╭─ GIVEN DATA
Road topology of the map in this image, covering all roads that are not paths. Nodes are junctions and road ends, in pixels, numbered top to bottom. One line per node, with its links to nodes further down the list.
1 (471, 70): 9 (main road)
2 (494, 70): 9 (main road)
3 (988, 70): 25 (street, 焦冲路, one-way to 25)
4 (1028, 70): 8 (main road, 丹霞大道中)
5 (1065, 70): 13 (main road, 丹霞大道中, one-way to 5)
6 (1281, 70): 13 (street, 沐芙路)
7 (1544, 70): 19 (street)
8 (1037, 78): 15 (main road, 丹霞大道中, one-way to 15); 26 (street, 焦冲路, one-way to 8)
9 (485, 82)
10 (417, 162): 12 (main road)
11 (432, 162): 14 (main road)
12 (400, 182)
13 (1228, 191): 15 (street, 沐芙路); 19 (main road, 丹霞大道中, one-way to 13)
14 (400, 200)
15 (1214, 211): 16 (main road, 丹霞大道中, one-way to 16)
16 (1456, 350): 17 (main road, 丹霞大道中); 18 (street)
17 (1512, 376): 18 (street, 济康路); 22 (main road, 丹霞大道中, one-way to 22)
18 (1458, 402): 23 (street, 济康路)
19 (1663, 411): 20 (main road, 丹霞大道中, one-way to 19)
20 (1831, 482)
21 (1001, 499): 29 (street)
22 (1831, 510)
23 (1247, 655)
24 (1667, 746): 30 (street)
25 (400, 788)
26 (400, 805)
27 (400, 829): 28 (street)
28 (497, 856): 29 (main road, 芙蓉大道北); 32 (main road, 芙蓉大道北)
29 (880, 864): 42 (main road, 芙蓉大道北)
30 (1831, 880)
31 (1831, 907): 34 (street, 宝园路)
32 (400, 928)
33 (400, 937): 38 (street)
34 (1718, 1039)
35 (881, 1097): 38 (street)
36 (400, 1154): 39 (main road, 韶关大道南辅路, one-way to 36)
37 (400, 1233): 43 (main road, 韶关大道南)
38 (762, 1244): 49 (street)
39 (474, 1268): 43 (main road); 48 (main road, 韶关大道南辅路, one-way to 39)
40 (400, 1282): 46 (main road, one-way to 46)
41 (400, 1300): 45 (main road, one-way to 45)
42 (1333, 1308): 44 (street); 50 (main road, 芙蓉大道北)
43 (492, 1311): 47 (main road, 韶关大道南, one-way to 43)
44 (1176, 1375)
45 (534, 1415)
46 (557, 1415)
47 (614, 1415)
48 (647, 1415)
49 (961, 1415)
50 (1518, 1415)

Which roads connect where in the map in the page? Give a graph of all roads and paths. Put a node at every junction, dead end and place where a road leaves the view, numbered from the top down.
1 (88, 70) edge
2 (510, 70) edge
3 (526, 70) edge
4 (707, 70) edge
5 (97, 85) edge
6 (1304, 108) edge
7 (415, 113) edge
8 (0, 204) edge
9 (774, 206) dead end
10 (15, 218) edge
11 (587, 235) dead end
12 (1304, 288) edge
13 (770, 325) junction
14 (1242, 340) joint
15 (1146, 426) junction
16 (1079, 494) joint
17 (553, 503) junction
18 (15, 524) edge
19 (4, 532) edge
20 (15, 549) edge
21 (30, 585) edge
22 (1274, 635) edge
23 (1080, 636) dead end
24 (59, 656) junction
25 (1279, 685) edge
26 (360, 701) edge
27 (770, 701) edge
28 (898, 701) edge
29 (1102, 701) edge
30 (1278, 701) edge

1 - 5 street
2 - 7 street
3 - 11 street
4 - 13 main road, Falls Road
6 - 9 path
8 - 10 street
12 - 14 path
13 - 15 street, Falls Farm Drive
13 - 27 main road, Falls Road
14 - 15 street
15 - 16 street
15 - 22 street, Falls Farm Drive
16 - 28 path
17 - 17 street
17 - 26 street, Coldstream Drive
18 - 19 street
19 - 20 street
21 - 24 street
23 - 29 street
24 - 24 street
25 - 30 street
╰─
WHAT IS NEEDED -> Starting at the line with "Which roads connect", print each remaining line of the listing above exactly as it appears.

RESPONSE ->
Which roads connect where in the map in the page? Give a graph of all roads and paths. Put a node at every junction, dead end and place where a road leaves the view, numbered from the top down.
1 (88, 70) edge
2 (510, 70) edge
3 (526, 70) edge
4 (707, 70) edge
5 (97, 85) edge
6 (1304, 108) edge
7 (415, 113) edge
8 (0, 204) edge
9 (774, 206) dead end
10 (15, 218) edge
11 (587, 235) dead end
12 (1304, 288) edge
13 (770, 325) junction
14 (1242, 340) joint
15 (1146, 426) junction
16 (1079, 494) joint
17 (553, 503) junction
18 (15, 524) edge
19 (4, 532) edge
20 (15, 549) edge
21 (30, 585) edge
22 (1274, 635) edge
23 (1080, 636) dead end
24 (59, 656) junction
25 (1279, 685) edge
26 (360, 701) edge
27 (770, 701) edge
28 (898, 701) edge
29 (1102, 701) edge
30 (1278, 701) edge

1 - 5 street
2 - 7 street
3 - 11 street
4 - 13 main road, Falls Road
6 - 9 path
8 - 10 street
12 - 14 path
13 - 15 street, Falls Farm Drive
13 - 27 main road, Falls Road
14 - 15 street
15 - 16 street
15 - 22 street, Falls Farm Drive
16 - 28 path
17 - 17 street
17 - 26 street, Coldstream Drive
18 - 19 street
19 - 20 street
21 - 24 street
23 - 29 street
24 - 24 street
25 - 30 street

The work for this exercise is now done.